Stored items
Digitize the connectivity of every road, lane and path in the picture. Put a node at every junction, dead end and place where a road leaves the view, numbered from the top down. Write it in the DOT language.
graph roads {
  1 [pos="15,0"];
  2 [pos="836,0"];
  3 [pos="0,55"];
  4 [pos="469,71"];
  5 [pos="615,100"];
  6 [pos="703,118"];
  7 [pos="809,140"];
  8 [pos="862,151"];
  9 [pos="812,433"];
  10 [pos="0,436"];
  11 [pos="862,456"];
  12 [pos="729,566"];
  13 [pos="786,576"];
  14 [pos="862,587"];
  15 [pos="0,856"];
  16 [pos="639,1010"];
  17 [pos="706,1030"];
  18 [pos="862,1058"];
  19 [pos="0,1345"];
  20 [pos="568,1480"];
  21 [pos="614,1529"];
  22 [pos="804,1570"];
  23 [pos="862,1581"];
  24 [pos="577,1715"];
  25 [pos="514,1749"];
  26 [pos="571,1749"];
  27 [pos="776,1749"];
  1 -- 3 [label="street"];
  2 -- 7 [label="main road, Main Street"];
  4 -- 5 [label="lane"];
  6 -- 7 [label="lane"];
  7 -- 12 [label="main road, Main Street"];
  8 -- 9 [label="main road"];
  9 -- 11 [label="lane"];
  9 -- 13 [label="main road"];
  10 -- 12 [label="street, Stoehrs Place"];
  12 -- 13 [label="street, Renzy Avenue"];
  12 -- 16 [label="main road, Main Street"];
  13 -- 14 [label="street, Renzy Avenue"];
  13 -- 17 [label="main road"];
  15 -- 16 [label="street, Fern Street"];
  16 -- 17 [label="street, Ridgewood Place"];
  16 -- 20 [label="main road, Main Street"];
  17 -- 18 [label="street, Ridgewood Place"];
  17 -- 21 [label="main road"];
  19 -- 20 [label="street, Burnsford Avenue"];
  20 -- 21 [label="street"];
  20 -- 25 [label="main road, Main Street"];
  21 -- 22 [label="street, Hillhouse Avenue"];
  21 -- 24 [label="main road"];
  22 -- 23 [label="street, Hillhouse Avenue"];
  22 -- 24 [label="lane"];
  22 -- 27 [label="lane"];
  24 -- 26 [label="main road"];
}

WHAT YOU SHOULD DO: Transcribe the records in full, word for word.

ANSWER BELOW:
Digitize the connectivity of every road, lane and path in the picture. Put a node at every junction, dead end and place where a road leaves the view, numbered from the top down. Write it in the DOT language.
graph roads {
  1 [pos="15,0"];
  2 [pos="836,0"];
  3 [pos="0,55"];
  4 [pos="469,71"];
  5 [pos="615,100"];
  6 [pos="703,118"];
  7 [pos="809,140"];
  8 [pos="862,151"];
  9 [pos="812,433"];
  10 [pos="0,436"];
  11 [pos="862,456"];
  12 [pos="729,566"];
  13 [pos="786,576"];
  14 [pos="862,587"];
  15 [pos="0,856"];
  16 [pos="639,1010"];
  17 [pos="706,1030"];
  18 [pos="862,1058"];
  19 [pos="0,1345"];
  20 [pos="568,1480"];
  21 [pos="614,1529"];
  22 [pos="804,1570"];
  23 [pos="862,1581"];
  24 [pos="577,1715"];
  25 [pos="514,1749"];
  26 [pos="571,1749"];
  27 [pos="776,1749"];
  1 -- 3 [label="street"];
  2 -- 7 [label="main road, Main Street"];
  4 -- 5 [label="lane"];
  6 -- 7 [label="lane"];
  7 -- 12 [label="main road, Main Street"];
  8 -- 9 [label="main road"];
  9 -- 11 [label="lane"];
  9 -- 13 [label="main road"];
  10 -- 12 [label="street, Stoehrs Place"];
  12 -- 13 [label="street, Renzy Avenue"];
  12 -- 16 [label="main road, Main Street"];
  13 -- 14 [label="street, Renzy Avenue"];
  13 -- 17 [label="main road"];
  15 -- 16 [label="street, Fern Street"];
  16 -- 17 [label="street, Ridgewood Place"];
  16 -- 20 [label="main road, Main Street"];
  17 -- 18 [label="street, Ridgewood Place"];
  17 -- 21 [label="main road"];
  19 -- 20 [label="street, Burnsford Avenue"];
  20 -- 21 [label="street"];
  20 -- 25 [label="main road, Main Street"];
  21 -- 22 [label="street, Hillhouse Avenue"];
  21 -- 24 [label="main road"];
  22 -- 23 [label="street, Hillhouse Avenue"];
  22 -- 24 [label="lane"];
  22 -- 27 [label="lane"];
  24 -- 26 [label="main road"];
}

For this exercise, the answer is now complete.